Should teachers ask their students to do homework? This seems to be the question of the week, with the UAE axing homework from all state schools and some private entities following their example. Parents have expressed a mix of worry and acceptance. Some are hoping for more quality family time, while others are dreading an increase in screen time. Let’s see what research has to say about the added value of homework.
Reasons FOR homework:
Increase student achievement.
Cooper (2006) in his research ‘Does homework improve academic achievement?’ showed that a great majority of students who were assigned homework outperformed students who didn’t do homework. Kalenkoski (2014) also demonstrated the benefits of homework versus academic progress. It leads me to believe that maybe the key is how much homework and its objective.
It helps reinforce schoolwork.
Kurtus (2012) in ‘Purpose of homework’ underlines the need for further practice to help retain information. I think we can all agree that in a class of 20 students, the percentage of information retention per student depends on many factors, such as focus, attention span, time of the day, nutrition, interest, accountability. etc. In this case, homework plays a role in adding extra practice at a more convenient time and space to regain missed information.
It develops life skills.
Ramdass (2011) in ‘Developing Self-Regulation Skills: The Important Role of Homework’ demonstrates how homework discipline leads students to developing important life skills such as accountability, time management, goal setting, self-discipline and following instructions/directions.
It helps parents get involved in their children’s learning journey.
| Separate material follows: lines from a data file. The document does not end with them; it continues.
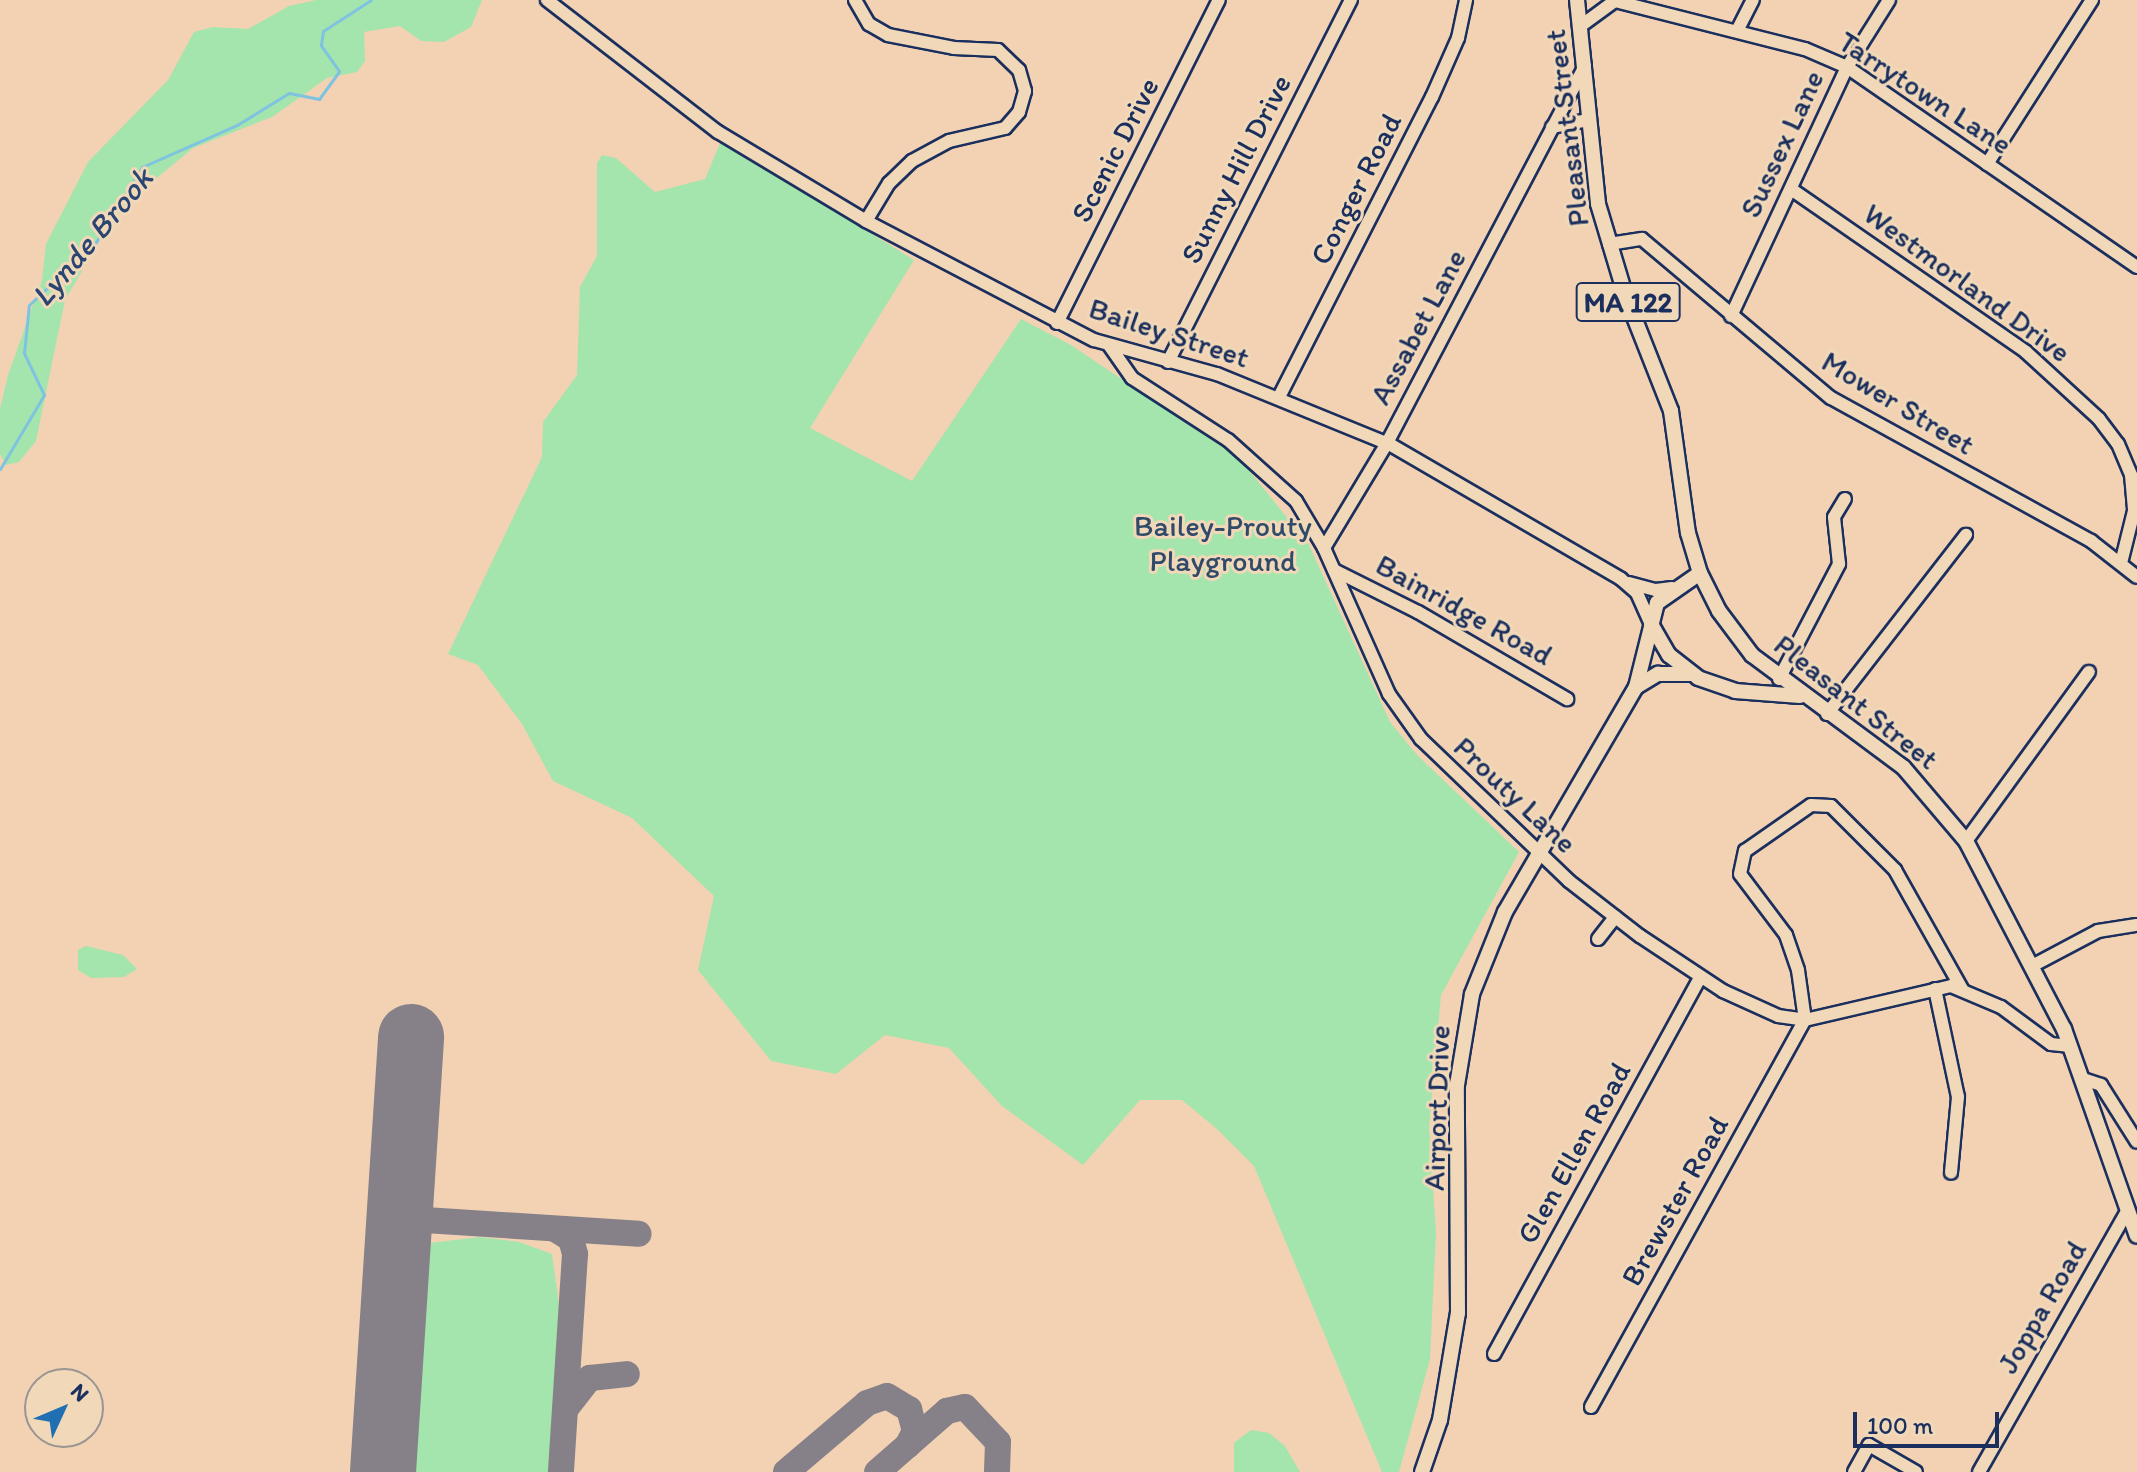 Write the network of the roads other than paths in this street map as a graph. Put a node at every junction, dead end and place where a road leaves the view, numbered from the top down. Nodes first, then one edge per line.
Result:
1 (547, 0) edge
2 (855, 0) edge
3 (1219, 0) edge
4 (1351, 0) edge
5 (1466, 0) edge
6 (1577, 0) edge
7 (1753, 0) edge
8 (1889, 0) edge
9 (2092, 0) edge
10 (1615, 1) edge
11 (1582, 25) junction
12 (1737, 31) junction
13 (1585, 64) junction
14 (1847, 67) junction
15 (1587, 104) junction
16 (1587, 120) junction
17 (1554, 121) junction
18 (1987, 164) junction
19 (1791, 189) junction
20 (866, 221) junction
21 (1609, 244) junction
22 (2137, 267) edge
23 (1731, 316) junction
24 (1057, 323) junction
25 (1109, 345) junction
26 (1168, 362) junction
27 (1279, 397) junction
28 (1387, 443) junction
29 (2123, 453) junction
30 (2137, 456) edge
31 (1845, 499) dead end
32 (1966, 535) dead end
33 (1324, 548) junction
34 (2121, 563) junction
35 (1334, 570) junction
36 (1700, 573) junction
37 (2137, 577) edge
38 (1626, 582) junction
39 (1672, 588) junction
40 (1651, 624) junction
41 (1765, 667) junction
42 (2089, 672) dead end
43 (1691, 674) junction
44 (1779, 679) junction
45 (1636, 687) junction
46 (1735, 691) junction
47 (1801, 696) junction
48 (1567, 699) dead end
49 (1827, 714) junction
50 (1966, 841) junction
51 (1539, 854) junction
52 (1615, 917) junction
53 (2137, 925) edge
54 (1598, 939) dead end
55 (2032, 966) junction
56 (1700, 977) junction
57 (1935, 989) junction
58 (1962, 989) junction
59 (1805, 1020) junction
60 (2064, 1029) junction
61 (2036, 1033) junction
62 (2070, 1046) junction
63 (2083, 1079) junction
64 (2137, 1142) edge
65 (1951, 1173) dead end
66 (2128, 1210) junction
67 (2137, 1236) edge
68 (1494, 1354) dead end
69 (1591, 1407) dead end
70 (1422, 1472) edge
71 (1854, 1472) edge
72 (1916, 1472) edge
73 (1979, 1472) edge

1 - 20 street, Bailey Street
2 - 20 street
3 - 24 street, Scenic Drive
4 - 26 street, Sunny Hill Drive
5 - 27 street, Conger Road
6 - 11 main road, Pleasant Street / MA 122
7 - 12 street
8 - 14 street, Sussex Lane
9 - 18 street
10 - 11 street
10 - 12 street, Tarrytown Lane
11 - 13 main road, Pleasant Street / MA 122
12 - 14 street, Tarrytown Lane
13 - 15 main road, Pleasant Street / MA 122
13 - 17 street, Assabet Lane
14 - 18 street, Tarrytown Lane
14 - 19 street, Sussex Lane
15 - 16 main road, Pleasant Street / MA 122
15 - 17 street
16 - 17 street
16 - 21 main road, Pleasant Street / MA 122
17 - 28 street, Assabet Lane
18 - 22 street, Tarrytown Lane
19 - 23 street, Sussex Lane
19 - 29 street, Westmorland Drive
20 - 24 street, Bailey Street
21 - 23 street, Mower Street
21 - 36 main road, Pleasant Street / MA 122
23 - 34 street, Mower Street
24 - 25 street, Bailey Street
25 - 26 street, Bailey Street
25 - 33 street, Prouty Lane
26 - 27 street, Bailey Street
27 - 28 street, Bailey Street
28 - 33 street, Assabet Lane
28 - 38 street, Bailey Street
29 - 30 street
29 - 34 street, Westmorland Drive
31 - 44 street
32 - 49 street
33 - 35 street, Prouty Lane
34 - 37 street, Mower Street
35 - 48 street, Bainridge Road
35 - 51 street, Prouty Lane
36 - 39 main road
36 - 41 main road, Pleasant Street / MA 122
38 - 39 street, Bailey Street
38 - 40 street, Bailey Street
39 - 40 main road, Airport Drive
40 - 43 main road
40 - 45 main road, Airport Drive
41 - 44 main road, Pleasant Street / MA 122
41 - 46 main road
42 - 50 street
43 - 45 main road
43 - 46 main road
44 - 47 main road, Pleasant Street / MA 122
45 - 51 main road, Airport Drive
46 - 47 main road
47 - 49 main road, Pleasant Street / MA 122
49 - 50 main road, Pleasant Street / MA 122
50 - 55 main road, Pleasant Street / MA 122
51 - 52 street, Prouty Lane
51 - 70 main road, Airport Drive
52 - 54 street
52 - 56 street, Prouty Lane
53 - 55 street
55 - 60 main road, Pleasant Street / MA 122
56 - 59 street, Prouty Lane
56 - 68 street, Glen Ellen Road
57 - 58 street, Prouty Lane
57 - 59 street, Prouty Lane
57 - 65 street
58 - 59 street
58 - 61 street, Prouty Lane
59 - 69 street, Brewster Road
60 - 61 street
60 - 62 main road, Pleasant Street / MA 122
61 - 62 street, Prouty Lane
62 - 63 main road, Pleasant Street / MA 122
63 - 64 street
63 - 66 main road, Pleasant Street / MA 122
66 - 67 main road, Pleasant Street / MA 122
66 - 73 street, Joppa Road
71 - 72 street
School leaders want parents to be part of their students’ school life. Van Voorhis (2010) shows how parental involvement can lead to identifying specific subject or learning needs, but most importantly it leads to better academic performance. Parents become accountable for their children’s studies and it motivates children to do better.
Reasons AGAINST homework:
A lot of homework equals stress.
Kohn (2006) is a leading voice against homework when it stops children from being children. It gives them no time to have a social life, to play, no time for interaction with family and friends and no time to even sleep. Such conditions can lead to health issues, both physical and mental ones.
Homework in elementary school does not help children.
Kohn (2006) in ‘Does homework improve learning?’ showed how reading a book before sleeping was more beneficial for younger children than standardised homework. Actually, he demonstrated that in elementary school homework does not bring any added value to the learning process.
It leads to academic burnout.
If too repetitive and non-creative, students may feel that they have already done that and therefore will finish it for the sake of accountability, while they do feel that their time would have been better employed in more mental and physical rewarding activities. Homework is sedentary and some children find that most challenging of all.
The above makes me believe that schools might need to agree on what type of homework and how much of it, rather than no homework at all. What do you think?
ALL the references above cited are available on request.